Aber, so ein naheliegender Einwand, berichten die Medien über bestimmte Vorgänge in Politik und Wirtschaft, z. B. den „Dieselskandal“, nicht auch kritisch? Dies tun sie ohne Zweifel, wobei aber bestimmte „rote Linien“ wie z. B. das Festhalten an der NATO-Bündnistreue nicht überschritten werden. So wurde auch die – scheinbar merkwürdige – Passivität des Verkehrsministers Dobrindt von den meisten Medien mit dessen persönlicher Durchsetzungsschwäche erklärt, während die Verflechtungen zwischen Politik und Wirtschaft kaum je schärfer in den Blick genommen werden. Wo dies doch einmal geschieht und die machtpolitischen Hintergründe aufgehellt werden, wird der Autor oder die Autorin rasch als „Verschwörungstheoretiker“ abqualifiziert. Der Schweizer Historiker Daniele Ganser, wegen seiner Veröffentlichungen zur problematischen Rolle der NATO selbst Opfer dieser Denunziationsmethode, verweist darauf, dass dieser Begriff aus dem Arsenal der psychologischen Kriegsführung stamme und von der CIA erstmals in den sechziger Jahren etabliert worden sei, als sich nach der Ermordung des US-Präsidenten Kennedy Zweifel an der Einzeltäterthese regten (S. 253).
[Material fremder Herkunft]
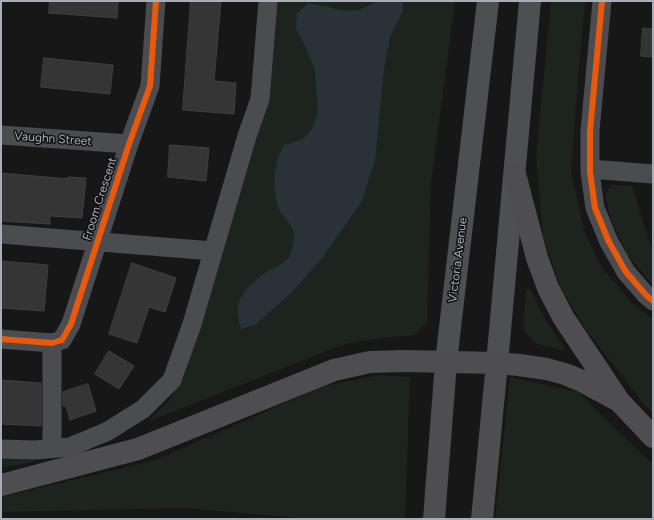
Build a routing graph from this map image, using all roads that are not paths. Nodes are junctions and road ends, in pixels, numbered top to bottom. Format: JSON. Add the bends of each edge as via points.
{"nodes":[{"id":1,"x":156,"y":1,"type":"edge"},
{"id":2,"x":268,"y":1,"type":"edge"},
{"id":3,"x":488,"y":1,"type":"edge"},
{"id":4,"x":530,"y":1,"type":"edge"},
{"id":5,"x":602,"y":1,"type":"edge"},
{"id":6,"x":1,"y":135,"type":"edge"},
{"id":7,"x":129,"y":144,"type":"junction"},
{"id":8,"x":590,"y":169,"type":"junction"},
{"id":9,"x":515,"y":174,"type":"junction"},
{"id":10,"x":653,"y":174,"type":"edge"},
{"id":11,"x":1,"y":234,"type":"edge"},
{"id":12,"x":98,"y":242,"type":"junction"},
{"id":13,"x":213,"y":250,"type":"junction"},
{"id":14,"x":653,"y":301,"type":"edge"},
{"id":15,"x":1,"y":339,"type":"edge"},
{"id":16,"x":52,"y":343,"type":"junction"},
{"id":17,"x":446,"y":362,"type":"junction"},
{"id":18,"x":498,"y":362,"type":"junction"},
{"id":19,"x":619,"y":401,"type":"junction"},
{"id":20,"x":653,"y":437,"type":"edge"},
{"id":21,"x":52,"y":448,"type":"junction"},
{"id":22,"x":1,"y":449,"type":"edge"},
{"id":23,"x":1,"y":485,"type":"edge"},
{"id":24,"x":434,"y":519,"type":"edge"},
{"id":25,"x":482,"y":519,"type":"edge"}],
"edges":[{"from":1,"to":7,"type":"street","name":"Froom Crescent","via":[[150,86]]},
{"from":2,"to":13,"type":"street","via":[[260,100]]},
{"from":3,"to":17,"type":"main road","name":"Victoria Avenue"},
{"from":4,"to":9,"type":"main road"},
{"from":5,"to":8,"type":"street","via":[[590,131]]},
{"from":6,"to":7,"type":"street","name":"Vaughn Street"},
{"from":7,"to":12,"type":"street","name":"Froom Crescent"},
{"from":8,"to":10,"type":"street"},
{"from":8,"to":14,"type":"street","via":[[595,208],[610,242],[626,272]]},
{"from":9,"to":18,"type":"main road"},
{"from":9,"to":19,"type":"highway","via":[[537,258],[548,288],[566,322]]},
{"from":11,"to":12,"type":"street"},
{"from":12,"to":13,"type":"street"},
{"from":12,"to":16,"type":"street","name":"Froom Crescent","via":[[71,324],[62,340]]},
{"from":13,"to":21,"type":"street","via":[[192,324],[172,380],[143,409],[108,431],[70,446]]},
{"from":15,"to":16,"type":"street"},
{"from":16,"to":21,"type":"street"},
{"from":17,"to":18,"type":"highway"},
{"from":17,"to":23,"type":"highway","via":[[370,362],[334,370],[138,449]]},
{"from":17,"to":24,"type":"highway","name":"Victoria Avenue"},
{"from":18,"to":19,"type":"highway","via":[[565,374]]},
{"from":18,"to":25,"type":"highway"},
{"from":19,"to":20,"type":"highway"},
{"from":21,"to":22,"type":"street"}]}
Etwas zu kurz gekommen ist in dem Buch von Wernicke die zunehmende Bedeutung des Informationsaustausches über das Internet, der gerade bei jungen Menschen immer mehr an die Stelle der klassischen Medien Zeitung, Radio und Fernsehen tritt. Immerhin kritisiert der Biologe Markus Fiedler Manipulationen bei Einträgen in Wikipedia, bleibt dabei aber recht unkonkret (S. 315ff.). Die Publizistin Daniela Dahn hingegen lobt Wikipedia als eine Art Gemeineigentum im Netz und als Beispiel für eine verantwortungsvolle Informationsarbeit (S. 324f.). Über die Chancen einer objektiven und von politischen bzw. ökonomischen Einflussnahmen freien Willensbildung im Netz und die Gefahr von „Filterblasen“ in den weltumspannenden sozialen Netzwerken hätte man gerne mehr erfahren. Gleichwohl sind die in diesem Band versammelten Interviews eine faktenreiche Fundgrube und ein wichtiger Anstoß für weitere Debatten um die Objektivität unserer Medien.